> **Task brief**:
Provide only the number of lines in the following data that contain "ALPHONSE".
Start of Information shown
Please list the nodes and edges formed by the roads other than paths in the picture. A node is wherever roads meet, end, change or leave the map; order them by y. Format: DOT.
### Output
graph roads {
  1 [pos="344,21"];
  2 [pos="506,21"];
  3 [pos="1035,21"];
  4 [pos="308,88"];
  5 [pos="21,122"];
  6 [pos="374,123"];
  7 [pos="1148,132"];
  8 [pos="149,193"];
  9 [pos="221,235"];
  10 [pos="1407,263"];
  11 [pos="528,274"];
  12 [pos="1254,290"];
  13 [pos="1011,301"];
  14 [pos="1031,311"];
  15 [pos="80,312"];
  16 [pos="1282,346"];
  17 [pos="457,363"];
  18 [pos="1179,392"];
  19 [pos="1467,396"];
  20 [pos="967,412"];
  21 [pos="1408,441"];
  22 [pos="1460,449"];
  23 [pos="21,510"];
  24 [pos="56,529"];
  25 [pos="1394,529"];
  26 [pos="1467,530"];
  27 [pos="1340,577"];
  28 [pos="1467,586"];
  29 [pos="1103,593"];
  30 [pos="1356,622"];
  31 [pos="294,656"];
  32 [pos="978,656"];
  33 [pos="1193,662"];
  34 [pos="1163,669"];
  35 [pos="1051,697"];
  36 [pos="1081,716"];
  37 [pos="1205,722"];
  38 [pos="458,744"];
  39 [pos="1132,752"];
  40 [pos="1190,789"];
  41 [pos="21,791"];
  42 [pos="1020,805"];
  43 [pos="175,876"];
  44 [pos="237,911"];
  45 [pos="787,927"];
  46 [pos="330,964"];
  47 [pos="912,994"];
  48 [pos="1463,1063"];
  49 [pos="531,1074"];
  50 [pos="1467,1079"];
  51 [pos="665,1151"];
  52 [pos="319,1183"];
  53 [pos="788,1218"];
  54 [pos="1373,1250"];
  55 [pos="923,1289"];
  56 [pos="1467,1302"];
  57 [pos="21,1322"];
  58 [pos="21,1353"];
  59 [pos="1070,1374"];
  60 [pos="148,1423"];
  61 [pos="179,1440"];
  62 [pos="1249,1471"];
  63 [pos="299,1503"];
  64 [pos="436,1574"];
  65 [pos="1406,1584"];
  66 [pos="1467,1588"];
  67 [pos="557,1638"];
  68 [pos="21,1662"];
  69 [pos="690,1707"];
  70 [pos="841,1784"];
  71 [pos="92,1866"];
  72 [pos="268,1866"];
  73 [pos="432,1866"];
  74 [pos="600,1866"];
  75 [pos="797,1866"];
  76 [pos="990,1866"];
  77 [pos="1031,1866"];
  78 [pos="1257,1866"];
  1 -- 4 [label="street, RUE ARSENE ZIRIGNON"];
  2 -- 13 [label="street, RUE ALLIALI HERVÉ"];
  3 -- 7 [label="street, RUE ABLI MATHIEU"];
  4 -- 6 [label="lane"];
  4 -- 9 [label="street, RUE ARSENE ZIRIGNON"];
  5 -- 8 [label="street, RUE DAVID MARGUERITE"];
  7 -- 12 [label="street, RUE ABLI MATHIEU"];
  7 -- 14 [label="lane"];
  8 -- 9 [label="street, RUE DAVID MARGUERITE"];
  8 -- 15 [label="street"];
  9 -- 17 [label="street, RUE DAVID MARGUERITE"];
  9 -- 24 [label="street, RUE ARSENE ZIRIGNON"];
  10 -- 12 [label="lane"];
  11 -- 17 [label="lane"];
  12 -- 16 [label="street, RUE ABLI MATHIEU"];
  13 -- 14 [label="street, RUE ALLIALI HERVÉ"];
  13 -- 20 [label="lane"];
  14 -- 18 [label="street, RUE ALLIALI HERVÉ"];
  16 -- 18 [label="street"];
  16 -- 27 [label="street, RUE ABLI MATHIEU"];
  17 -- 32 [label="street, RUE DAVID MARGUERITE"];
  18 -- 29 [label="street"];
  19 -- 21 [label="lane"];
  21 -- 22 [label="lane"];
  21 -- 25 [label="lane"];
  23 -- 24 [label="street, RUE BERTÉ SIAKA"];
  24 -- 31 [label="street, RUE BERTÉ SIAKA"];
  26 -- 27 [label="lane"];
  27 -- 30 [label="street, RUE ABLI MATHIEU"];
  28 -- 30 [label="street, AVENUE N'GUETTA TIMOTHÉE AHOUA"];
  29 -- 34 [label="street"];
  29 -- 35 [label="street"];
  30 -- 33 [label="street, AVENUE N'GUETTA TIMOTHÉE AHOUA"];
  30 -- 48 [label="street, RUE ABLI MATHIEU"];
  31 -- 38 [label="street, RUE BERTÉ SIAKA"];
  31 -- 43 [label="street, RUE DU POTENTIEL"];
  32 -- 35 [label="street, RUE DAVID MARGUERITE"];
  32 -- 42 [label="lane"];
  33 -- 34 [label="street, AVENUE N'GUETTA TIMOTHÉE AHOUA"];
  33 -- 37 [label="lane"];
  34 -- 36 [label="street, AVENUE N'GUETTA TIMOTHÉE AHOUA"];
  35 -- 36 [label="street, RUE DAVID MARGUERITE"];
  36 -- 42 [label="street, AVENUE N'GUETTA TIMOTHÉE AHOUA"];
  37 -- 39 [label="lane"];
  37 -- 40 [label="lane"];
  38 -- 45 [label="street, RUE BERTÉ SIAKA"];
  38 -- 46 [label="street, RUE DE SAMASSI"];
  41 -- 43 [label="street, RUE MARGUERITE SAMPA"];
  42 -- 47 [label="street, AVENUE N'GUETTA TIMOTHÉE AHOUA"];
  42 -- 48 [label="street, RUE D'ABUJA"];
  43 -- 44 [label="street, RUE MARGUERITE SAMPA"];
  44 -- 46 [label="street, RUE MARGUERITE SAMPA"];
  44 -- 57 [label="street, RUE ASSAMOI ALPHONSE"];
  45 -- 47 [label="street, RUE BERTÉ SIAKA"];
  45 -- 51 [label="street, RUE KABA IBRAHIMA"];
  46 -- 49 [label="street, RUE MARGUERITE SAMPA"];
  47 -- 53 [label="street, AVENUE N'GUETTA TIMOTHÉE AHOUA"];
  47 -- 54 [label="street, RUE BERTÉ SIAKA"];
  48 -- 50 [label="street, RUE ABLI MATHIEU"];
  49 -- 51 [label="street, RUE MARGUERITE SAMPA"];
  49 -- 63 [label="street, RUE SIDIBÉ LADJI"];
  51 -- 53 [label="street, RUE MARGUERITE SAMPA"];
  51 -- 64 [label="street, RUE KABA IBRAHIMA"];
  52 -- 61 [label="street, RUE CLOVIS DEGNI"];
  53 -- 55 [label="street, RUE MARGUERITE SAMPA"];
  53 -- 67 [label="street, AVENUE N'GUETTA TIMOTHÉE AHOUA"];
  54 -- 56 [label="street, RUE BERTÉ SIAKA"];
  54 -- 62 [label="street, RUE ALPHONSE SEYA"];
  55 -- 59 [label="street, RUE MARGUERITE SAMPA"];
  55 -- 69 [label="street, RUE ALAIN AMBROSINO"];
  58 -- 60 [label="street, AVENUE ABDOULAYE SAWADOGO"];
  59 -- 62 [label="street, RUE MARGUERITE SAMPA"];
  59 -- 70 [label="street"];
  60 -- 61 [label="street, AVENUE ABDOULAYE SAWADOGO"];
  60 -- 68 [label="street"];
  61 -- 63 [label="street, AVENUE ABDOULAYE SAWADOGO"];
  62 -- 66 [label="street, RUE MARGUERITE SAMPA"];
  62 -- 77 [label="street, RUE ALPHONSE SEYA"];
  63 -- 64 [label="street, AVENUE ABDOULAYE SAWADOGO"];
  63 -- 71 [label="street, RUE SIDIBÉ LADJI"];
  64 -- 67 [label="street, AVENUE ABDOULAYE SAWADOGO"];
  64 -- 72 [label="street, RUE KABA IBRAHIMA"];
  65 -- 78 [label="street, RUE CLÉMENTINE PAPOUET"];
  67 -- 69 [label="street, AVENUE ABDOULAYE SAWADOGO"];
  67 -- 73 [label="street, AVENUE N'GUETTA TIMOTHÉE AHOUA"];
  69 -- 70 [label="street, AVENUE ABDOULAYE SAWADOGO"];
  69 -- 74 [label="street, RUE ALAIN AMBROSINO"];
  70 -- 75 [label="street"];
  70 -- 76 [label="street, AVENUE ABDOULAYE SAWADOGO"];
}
End of Information shown
> **Answer section**:
3